Remember that thing about not leaving the leftmost column or the topmost row? Well that applies to Q and R too: s.Q is still a prime order point, and s.R is still a low order point. So, while X25519 only wants you to work with Q and s.Q, you can add a random R, use the resulting P, and… you’ll still get s.Q out. Hmm…

DJB took two precautions. One of them is clamping, which makes sure s is a multiple of 8. And when you multiply a low order point by a multiple of 8, the result is a big fat zero. X25519 effectively ignores the low order component of the points it process. It might as well not be there. That’s what we’re going to exploit when generating our dirty points.

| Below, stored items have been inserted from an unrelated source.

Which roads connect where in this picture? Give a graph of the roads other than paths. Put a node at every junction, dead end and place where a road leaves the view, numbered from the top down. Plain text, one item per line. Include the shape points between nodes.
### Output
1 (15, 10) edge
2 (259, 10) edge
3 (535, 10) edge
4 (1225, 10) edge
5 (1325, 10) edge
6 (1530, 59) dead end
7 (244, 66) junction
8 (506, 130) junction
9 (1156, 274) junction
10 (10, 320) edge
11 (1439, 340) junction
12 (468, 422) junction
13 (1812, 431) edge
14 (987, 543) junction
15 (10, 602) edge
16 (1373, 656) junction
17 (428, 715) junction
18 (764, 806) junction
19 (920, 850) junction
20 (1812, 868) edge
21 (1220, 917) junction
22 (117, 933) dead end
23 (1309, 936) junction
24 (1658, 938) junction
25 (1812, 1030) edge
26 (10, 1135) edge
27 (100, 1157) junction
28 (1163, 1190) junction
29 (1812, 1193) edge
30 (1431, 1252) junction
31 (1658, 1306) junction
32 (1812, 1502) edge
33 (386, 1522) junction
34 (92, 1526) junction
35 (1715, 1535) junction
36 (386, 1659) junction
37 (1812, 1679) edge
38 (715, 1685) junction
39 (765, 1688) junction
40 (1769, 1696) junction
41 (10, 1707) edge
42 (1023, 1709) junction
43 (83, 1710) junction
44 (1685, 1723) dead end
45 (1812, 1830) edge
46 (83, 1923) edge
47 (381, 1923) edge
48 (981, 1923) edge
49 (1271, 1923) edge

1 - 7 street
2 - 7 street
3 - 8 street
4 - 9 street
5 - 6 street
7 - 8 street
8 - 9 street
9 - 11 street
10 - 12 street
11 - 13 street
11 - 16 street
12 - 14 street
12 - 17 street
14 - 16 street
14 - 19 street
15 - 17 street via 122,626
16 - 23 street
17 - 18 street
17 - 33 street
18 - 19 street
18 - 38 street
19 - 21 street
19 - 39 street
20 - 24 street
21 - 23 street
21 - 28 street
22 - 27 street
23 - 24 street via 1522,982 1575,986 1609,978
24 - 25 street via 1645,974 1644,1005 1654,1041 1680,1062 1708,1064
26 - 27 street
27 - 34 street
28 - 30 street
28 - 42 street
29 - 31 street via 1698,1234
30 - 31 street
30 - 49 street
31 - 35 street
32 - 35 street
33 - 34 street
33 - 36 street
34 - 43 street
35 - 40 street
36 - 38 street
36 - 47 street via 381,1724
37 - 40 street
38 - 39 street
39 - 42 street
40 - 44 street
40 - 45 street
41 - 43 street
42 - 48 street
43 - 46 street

To be compatible with X25519, yet still cover the whole rectangle, we just need to do two things:

And that’s it. The low order component will not influence the result of the key exchange, the end result will be the same as if you just used a normal X25519 point instead. But adding that random low order point allows you to cover the whole curve, and that’s exactly what Monocypher does.

There are other subtleties, but I have confirmed with the help of Elligator2’s inventor Mike Hamburg himself that it does not have any further security implications.


Working around sodium's restrictions is somewhat annoying but given its popularity we try to keep as much as possible fully compatible with it, and obviously also with standard algorithms like the key exchange.

I designed my dirty key generation process with exactly this in mind. Not only being compatible with regular X25519 makes for very practical APIs (Monocypher neither needs nor have a dirty key exchange function), producing the same results as regular X25519 makes it very easy to prove that dirty points are just as secure as regular points.


I will look at Monocypher, looks like a very useful library in other ways too.

Thanks. If you care about speed though, Libsodium’s symmetric encryption is much faster (I use portable C, so I can’t take advantage of vector instructions). Public key cryptography however is a one time cost, the speed differences will not matter there.


I gather there are also other encodings than Elligator2 to address this problem. Can you give any recommendation on them?

There are other indeed, but many involve using two curve points instead of just one, and I haven’t studied them. My recommendation is to stick with Elligator2: it’s the simplest, fastest, most secure way to hide Curve25519 points I know of. And I say that in full awareness of the huge wall of text I just wrote.

covert-encryption commented 2 years ago

@LoupVaillant A brief update on this. We have indeed confirmed the 3 bit information leakage that you reported and built a test for it, and have an initial implementation to work around this problem, written in Python at first to provide an alternative implementation for comparison, although we do consider including Monocypher, and have already done so in Covert Web.

It needs to be noted that not even the lowest level of the Sodium functions are useful for this because they error out when low order points are seen (but at least accept the dirty points). Fortunately we already had some fe/ge and other helper functions written in Python, some of your making of course.

Thanks for your thorough explanation on the sub groups, now I also understand them much better, although I don't plan to dive into the EC mathematics myself. The rectangle analogy is most useful. I gather this is of your invention along with the projections up and left?

I had a look and could not find any up to date Python bindings to your library. Both that are available are from two years back and don't seem to be maintained anymore. I could have a look at bringing that part up to date. The Sodium bindings that are available are also quite outdated, and don't allow e.g. zeroing of any buffers after use.